- **Data under study**
┄┄┄┄┄┄┄┄┄┄┄┄┄┄┄┄┄┄┄┄
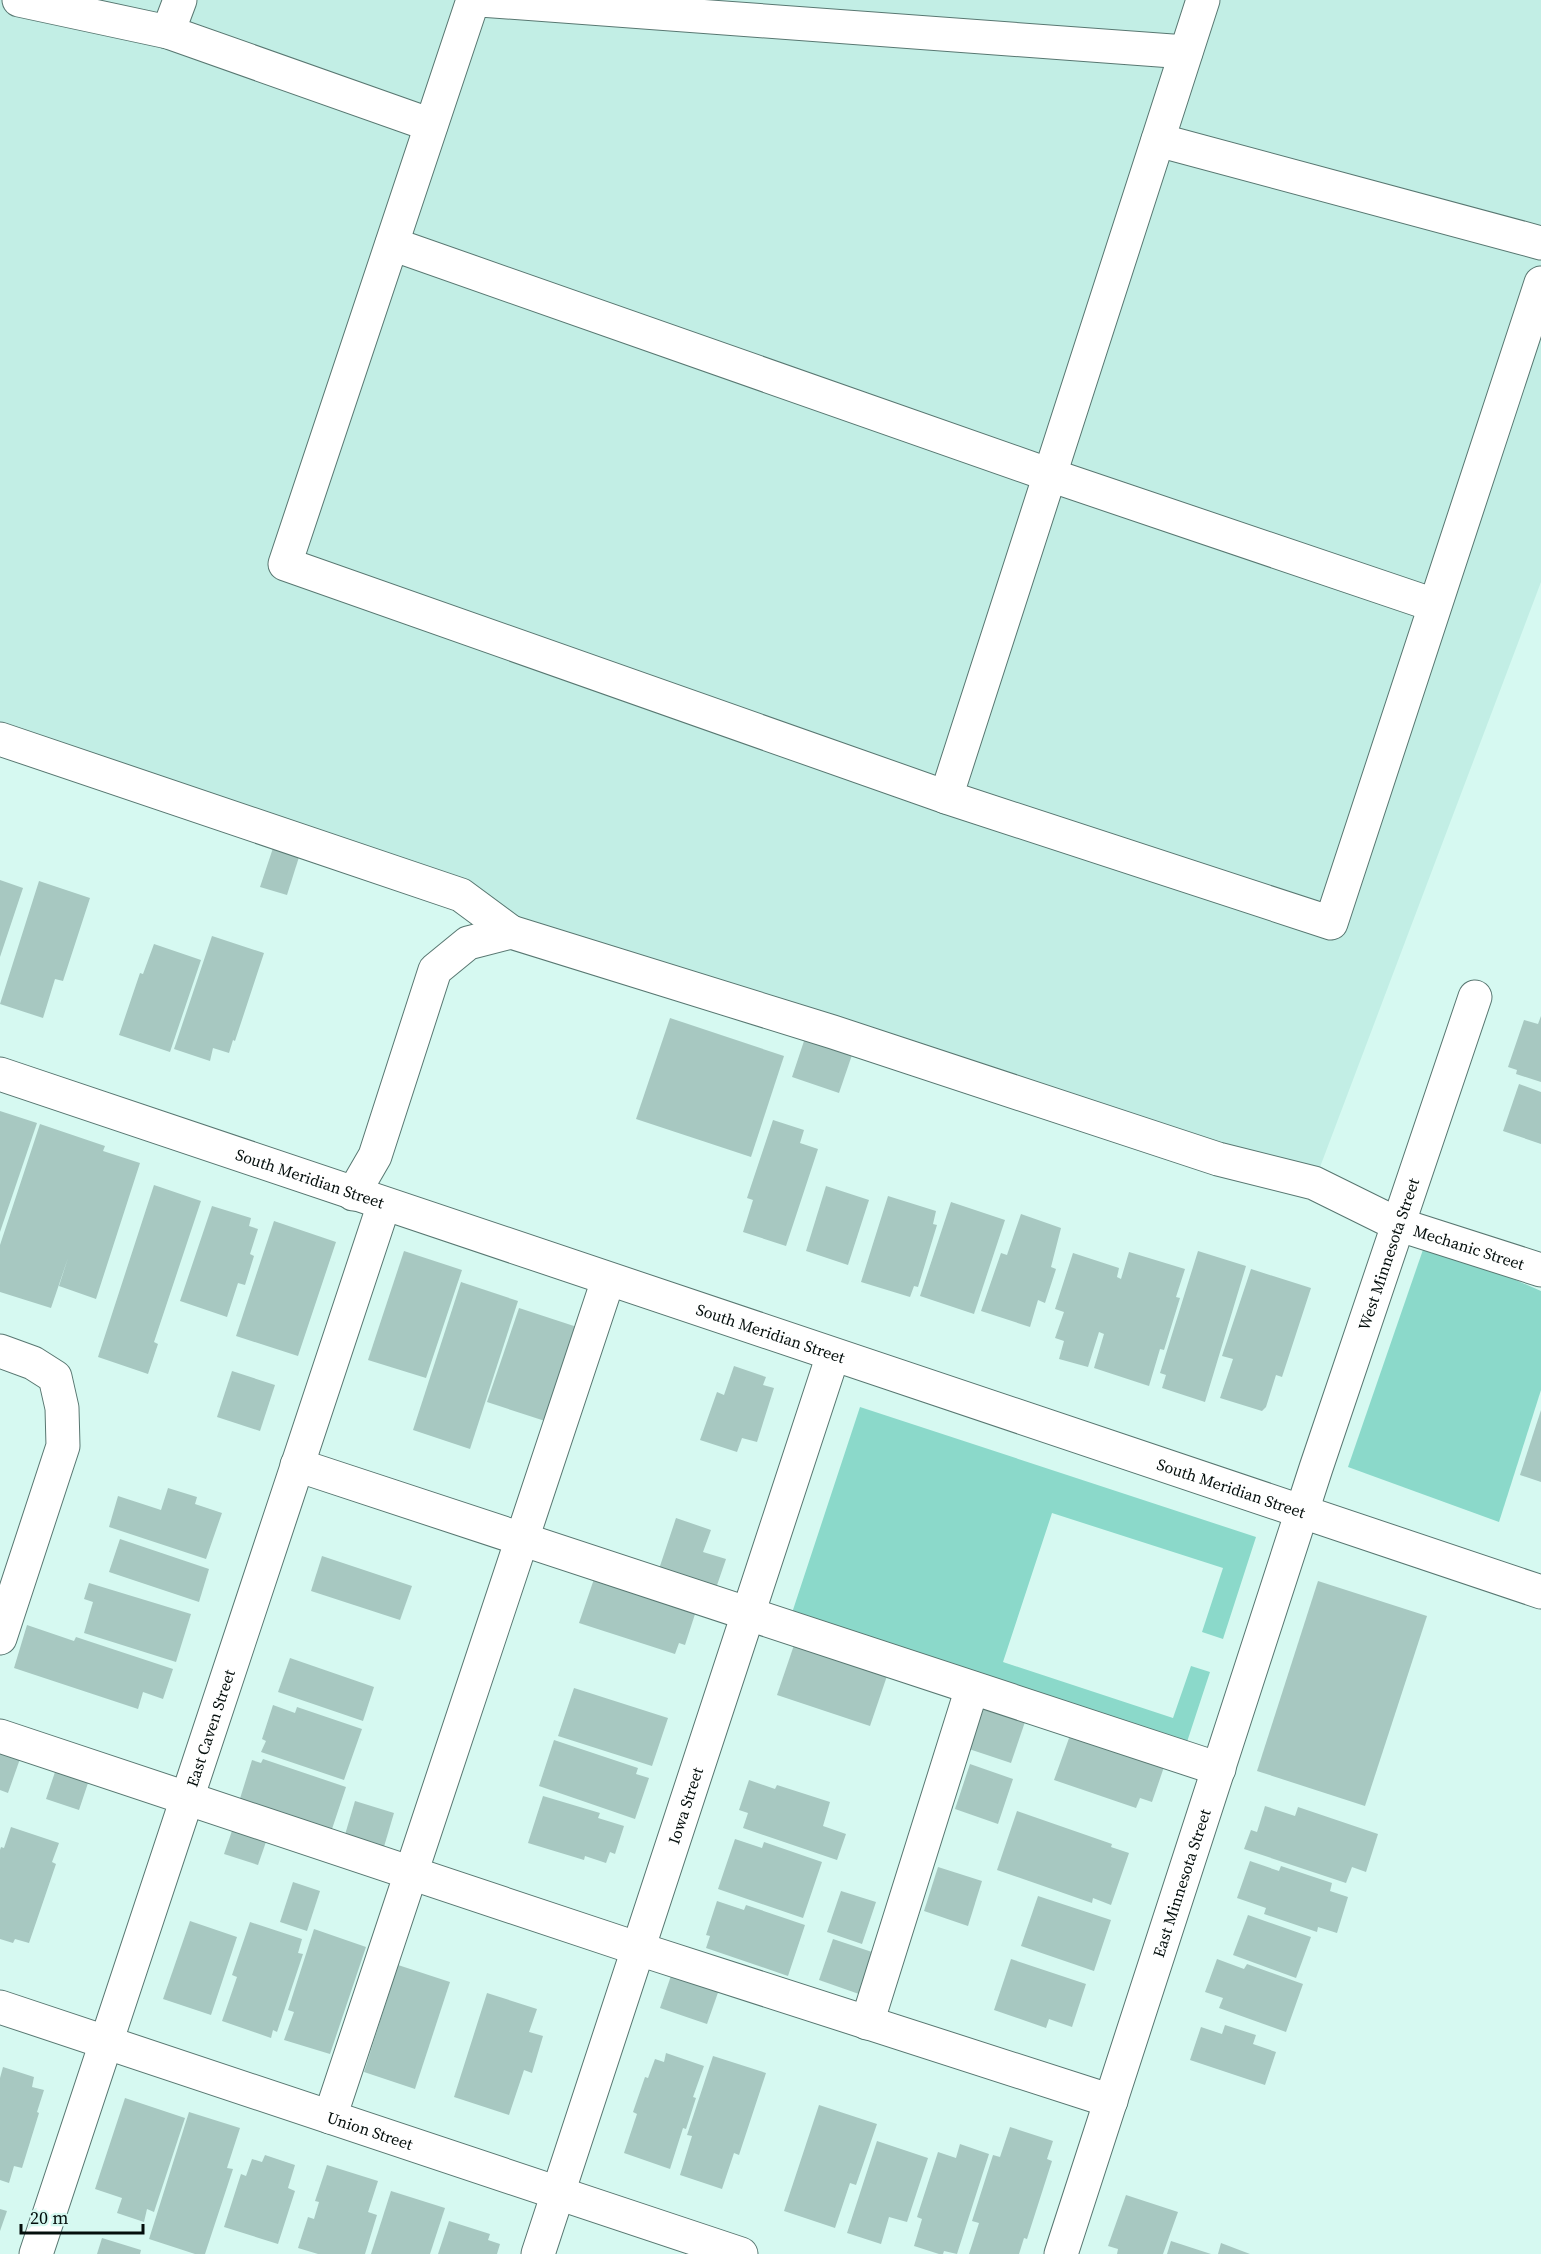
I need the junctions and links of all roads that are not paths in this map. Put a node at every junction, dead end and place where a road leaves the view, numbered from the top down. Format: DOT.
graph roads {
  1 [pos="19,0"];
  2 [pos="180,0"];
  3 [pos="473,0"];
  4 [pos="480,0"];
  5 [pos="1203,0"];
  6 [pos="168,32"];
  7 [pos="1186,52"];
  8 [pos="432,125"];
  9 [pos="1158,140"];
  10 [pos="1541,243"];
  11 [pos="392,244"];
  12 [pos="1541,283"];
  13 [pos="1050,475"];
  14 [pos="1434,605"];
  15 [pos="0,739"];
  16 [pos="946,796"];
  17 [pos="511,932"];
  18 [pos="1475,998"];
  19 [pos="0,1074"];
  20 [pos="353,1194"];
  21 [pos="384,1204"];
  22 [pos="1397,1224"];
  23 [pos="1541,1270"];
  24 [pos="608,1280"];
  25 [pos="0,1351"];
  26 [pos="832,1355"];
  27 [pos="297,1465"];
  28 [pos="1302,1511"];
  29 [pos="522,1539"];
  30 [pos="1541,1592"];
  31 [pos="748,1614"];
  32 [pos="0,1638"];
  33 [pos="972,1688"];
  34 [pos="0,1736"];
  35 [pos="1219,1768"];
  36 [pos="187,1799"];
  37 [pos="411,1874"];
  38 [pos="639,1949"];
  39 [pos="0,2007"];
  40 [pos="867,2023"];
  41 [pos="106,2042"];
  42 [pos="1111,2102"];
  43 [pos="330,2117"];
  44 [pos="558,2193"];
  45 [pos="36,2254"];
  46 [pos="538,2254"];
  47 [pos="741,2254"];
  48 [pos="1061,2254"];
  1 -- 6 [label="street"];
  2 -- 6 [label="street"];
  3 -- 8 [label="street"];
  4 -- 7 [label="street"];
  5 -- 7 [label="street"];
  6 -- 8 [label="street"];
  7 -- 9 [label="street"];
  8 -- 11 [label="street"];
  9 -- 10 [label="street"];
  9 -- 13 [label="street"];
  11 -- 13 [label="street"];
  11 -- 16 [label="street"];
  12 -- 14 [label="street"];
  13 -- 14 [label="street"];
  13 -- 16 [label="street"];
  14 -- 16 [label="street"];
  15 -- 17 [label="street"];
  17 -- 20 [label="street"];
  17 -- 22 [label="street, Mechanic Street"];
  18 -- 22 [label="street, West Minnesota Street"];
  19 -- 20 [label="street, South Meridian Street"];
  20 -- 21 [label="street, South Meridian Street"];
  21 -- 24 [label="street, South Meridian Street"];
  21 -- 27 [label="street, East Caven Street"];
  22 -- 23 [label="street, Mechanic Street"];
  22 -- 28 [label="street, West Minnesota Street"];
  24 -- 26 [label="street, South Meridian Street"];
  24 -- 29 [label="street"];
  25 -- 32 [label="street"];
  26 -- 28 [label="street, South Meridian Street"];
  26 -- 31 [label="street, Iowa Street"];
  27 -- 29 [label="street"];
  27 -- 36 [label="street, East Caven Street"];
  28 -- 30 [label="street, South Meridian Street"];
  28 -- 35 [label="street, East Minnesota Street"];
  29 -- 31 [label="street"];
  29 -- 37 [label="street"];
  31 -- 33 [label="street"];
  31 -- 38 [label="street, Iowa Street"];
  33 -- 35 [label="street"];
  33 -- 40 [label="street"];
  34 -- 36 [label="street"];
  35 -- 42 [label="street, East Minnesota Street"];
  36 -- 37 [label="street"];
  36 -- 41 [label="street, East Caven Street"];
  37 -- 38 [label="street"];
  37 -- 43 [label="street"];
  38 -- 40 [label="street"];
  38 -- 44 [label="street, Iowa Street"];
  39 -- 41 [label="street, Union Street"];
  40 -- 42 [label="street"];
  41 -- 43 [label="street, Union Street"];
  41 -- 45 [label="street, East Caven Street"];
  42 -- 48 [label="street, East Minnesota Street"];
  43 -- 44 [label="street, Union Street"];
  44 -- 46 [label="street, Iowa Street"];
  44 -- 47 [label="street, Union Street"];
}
┄┄┄┄┄┄┄┄┄┄┄┄┄┄┄┄┄┄┄┄
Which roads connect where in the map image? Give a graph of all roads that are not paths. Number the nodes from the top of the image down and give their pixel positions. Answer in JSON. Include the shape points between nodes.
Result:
┄┄┄┄┄┄┄┄┄┄┄┄┄┄┄┄┄┄┄┄
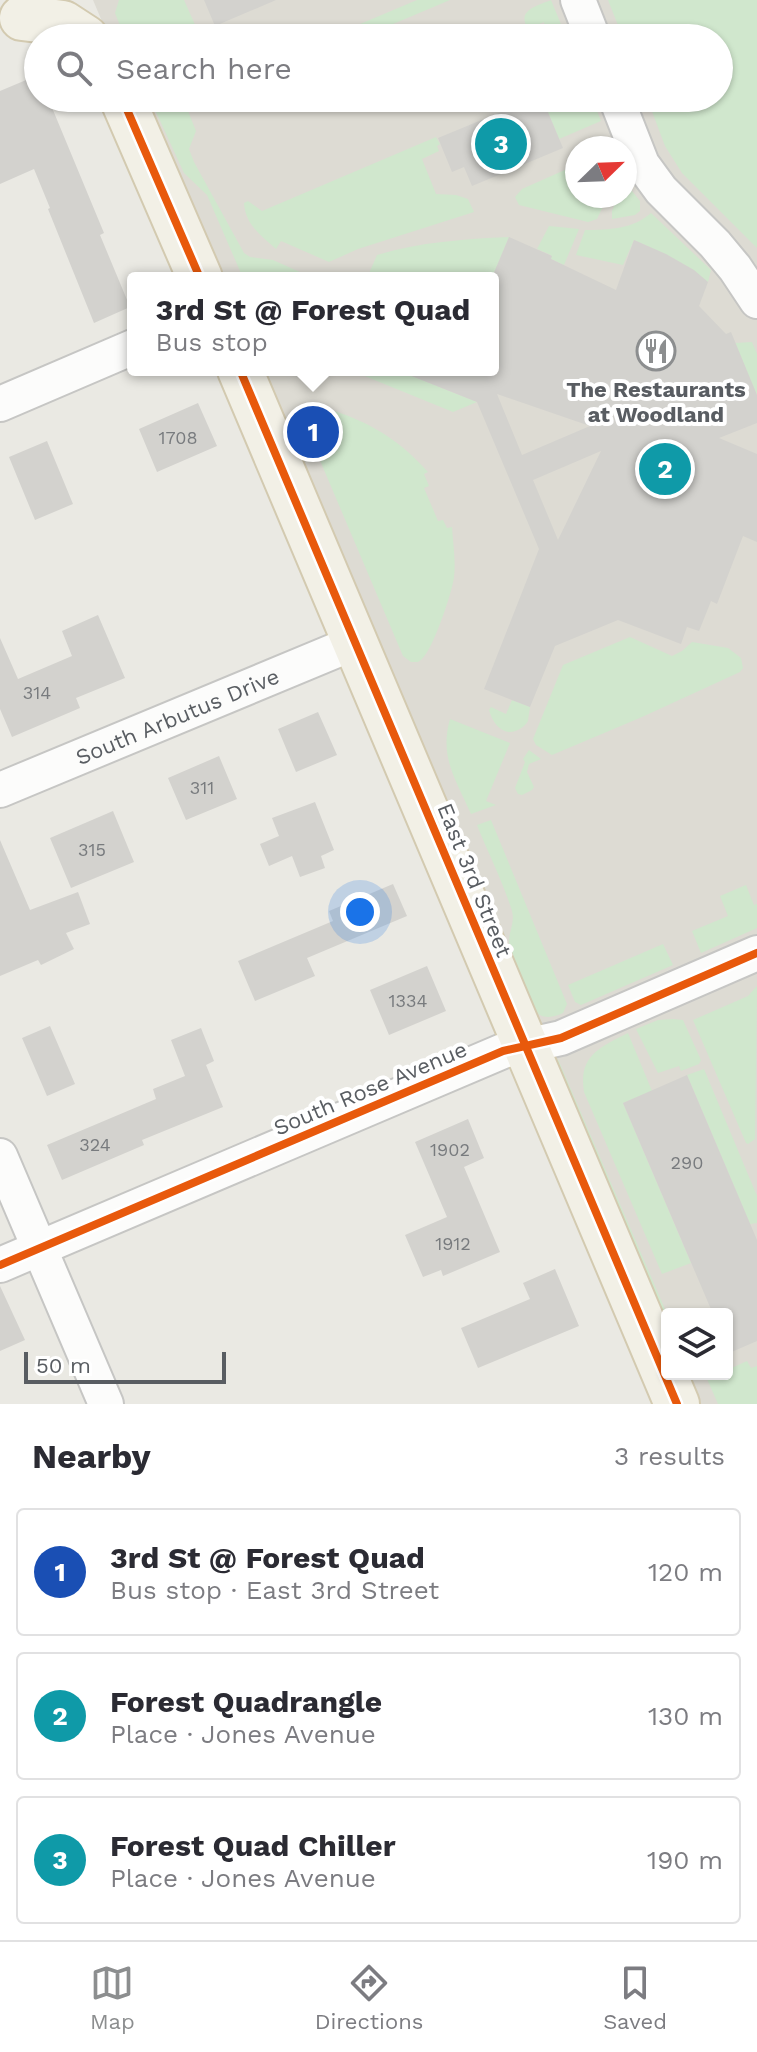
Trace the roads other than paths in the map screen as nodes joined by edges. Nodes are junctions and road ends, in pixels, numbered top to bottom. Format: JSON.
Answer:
┄┄┄┄┄┄┄┄┄┄┄┄┄┄┄┄┄┄┄┄
- **Task statement**
Find the word "nodes" in the listing and copy each line that contains it.

- **Worked solution**
Which roads connect where in the map image? Give a graph of all roads that are not paths. Number the nodes from the top of the image down and give their pixel positions. Answer in JSON. Include the shape points between nodes.
Trace the roads other than paths in the map screen as nodes joined by edges. Nodes are junctions and road ends, in pixels, numbered top to bottom. Format: JSON.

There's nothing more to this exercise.